SALT LAKE CITY — A federal judge is threatening to hold an attorney for the Utah Republican Party in contempt over missed deadlines in the ongoing lawsuit over the so-called “Count My Vote compromise” law.
However, the Utah GOP points out the state is missing deadlines in the case, too.
In an order issued last week, U.S. District Court Judge David Nuffer gave Utah GOP attorney Marcus Mumford a Tuesday deadline to explain why he should not be held in contempt or be disqualified from the case, claiming there have been 17 missed deadlines.
Read the judge’s order to show cause:
But in his own filing, the Utah Republican Party’s attorney said lawyers for the Utah Attorney General’s Office “are shameless in seeking to have this Court enforce a 4:30 p.m. deadline on certain filings that they themselves have violated, repeatedly, without leave of court, and without even acknowledging those matters to the Court in their motion to strike.”
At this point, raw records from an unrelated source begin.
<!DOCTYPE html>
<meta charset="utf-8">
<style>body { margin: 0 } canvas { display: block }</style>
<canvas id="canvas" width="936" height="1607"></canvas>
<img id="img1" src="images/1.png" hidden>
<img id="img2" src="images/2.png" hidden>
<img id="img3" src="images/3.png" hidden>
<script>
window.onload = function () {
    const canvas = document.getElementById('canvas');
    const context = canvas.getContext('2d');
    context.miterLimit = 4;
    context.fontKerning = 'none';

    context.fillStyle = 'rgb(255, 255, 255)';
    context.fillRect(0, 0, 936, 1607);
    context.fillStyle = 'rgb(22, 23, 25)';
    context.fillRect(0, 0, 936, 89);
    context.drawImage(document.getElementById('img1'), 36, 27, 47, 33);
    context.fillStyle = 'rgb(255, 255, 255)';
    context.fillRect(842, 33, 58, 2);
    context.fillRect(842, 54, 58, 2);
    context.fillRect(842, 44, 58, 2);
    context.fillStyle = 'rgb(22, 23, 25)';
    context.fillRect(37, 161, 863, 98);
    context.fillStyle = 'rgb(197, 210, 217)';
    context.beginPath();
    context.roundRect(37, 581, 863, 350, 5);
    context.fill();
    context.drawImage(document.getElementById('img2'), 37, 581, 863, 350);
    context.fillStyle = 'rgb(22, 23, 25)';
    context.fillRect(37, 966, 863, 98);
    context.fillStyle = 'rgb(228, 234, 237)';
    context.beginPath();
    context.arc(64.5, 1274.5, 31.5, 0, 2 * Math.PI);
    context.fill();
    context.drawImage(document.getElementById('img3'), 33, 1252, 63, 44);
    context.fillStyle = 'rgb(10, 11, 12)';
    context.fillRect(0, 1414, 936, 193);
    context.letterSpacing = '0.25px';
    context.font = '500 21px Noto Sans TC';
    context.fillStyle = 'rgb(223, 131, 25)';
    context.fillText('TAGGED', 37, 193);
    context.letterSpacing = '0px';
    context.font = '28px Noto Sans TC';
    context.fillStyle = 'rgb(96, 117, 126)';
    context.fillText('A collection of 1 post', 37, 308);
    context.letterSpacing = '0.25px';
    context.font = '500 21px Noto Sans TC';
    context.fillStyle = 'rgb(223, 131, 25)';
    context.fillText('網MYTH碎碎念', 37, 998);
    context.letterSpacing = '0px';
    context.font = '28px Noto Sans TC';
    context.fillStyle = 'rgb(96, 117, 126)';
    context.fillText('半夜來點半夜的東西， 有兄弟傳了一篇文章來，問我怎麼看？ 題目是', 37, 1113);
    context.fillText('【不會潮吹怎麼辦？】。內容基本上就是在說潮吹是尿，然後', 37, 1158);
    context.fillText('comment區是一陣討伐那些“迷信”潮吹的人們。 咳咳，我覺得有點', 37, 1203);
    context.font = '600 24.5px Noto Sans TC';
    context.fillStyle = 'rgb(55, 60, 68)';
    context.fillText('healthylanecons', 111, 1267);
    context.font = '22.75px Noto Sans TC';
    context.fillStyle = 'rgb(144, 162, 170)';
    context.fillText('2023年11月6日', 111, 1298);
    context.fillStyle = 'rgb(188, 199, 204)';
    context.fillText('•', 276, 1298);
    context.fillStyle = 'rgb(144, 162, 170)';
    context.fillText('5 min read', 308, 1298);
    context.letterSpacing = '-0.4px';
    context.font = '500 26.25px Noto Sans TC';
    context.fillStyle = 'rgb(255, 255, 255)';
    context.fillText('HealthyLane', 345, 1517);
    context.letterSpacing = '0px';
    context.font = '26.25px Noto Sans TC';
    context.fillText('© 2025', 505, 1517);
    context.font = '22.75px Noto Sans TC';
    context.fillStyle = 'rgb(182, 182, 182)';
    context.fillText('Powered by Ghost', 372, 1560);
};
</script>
Mumford said he agreed to allow the state to extend deadlines in the lawsuit, but the favor has not been returned.
“The Court must also realize how Plaintiff’s counsel has been constrained by the different incentives at play from engaging in tit-for-tat. But this cannot continue. Plaintiff Utah Republican Party (the “Party”) urges the Court not only to deny Defendants’ motion to strike, but to sanction (assistant Utah Attorneys General David) Wolf and Parker (Douglas) for their lack of candor and gamesmanship, all put forward for the purpose of misdirecting the Court’s attention from their own more serious and substantive violations of the rules,” he wrote.
Read the Utah GOP’s response:
Court records show that in an order issued Friday afternoon, Judge Nuffer rejected the state’s motion to strike the Utah GOP’s most recent filings. Nuffer did stick with the Tuesday deadline for the Republican Party to explain missed deadlines.
The Utah GOP is suing the state over Senate Bill 54, known as the “Count My Vote compromise” law, that changes the way political candidates can get on the ballot in the state. In response to a ballot initiative known as “Count My Vote,” lawmakers created the law that allows candidates to get on the ballot if they gather enough signatures — skipping the caucus/convention system preferred by the Utah GOP and other political parties.
The Utah GOP sued the state, contending the new law violates its rights to freedom of association and its ability to nominate its candidates. At one point, the GOP claimed it would not be able to have candidates on the ballot in 2016 if it were forced to comply with the law. The party ultimately did decide, but its lawsuit will continue.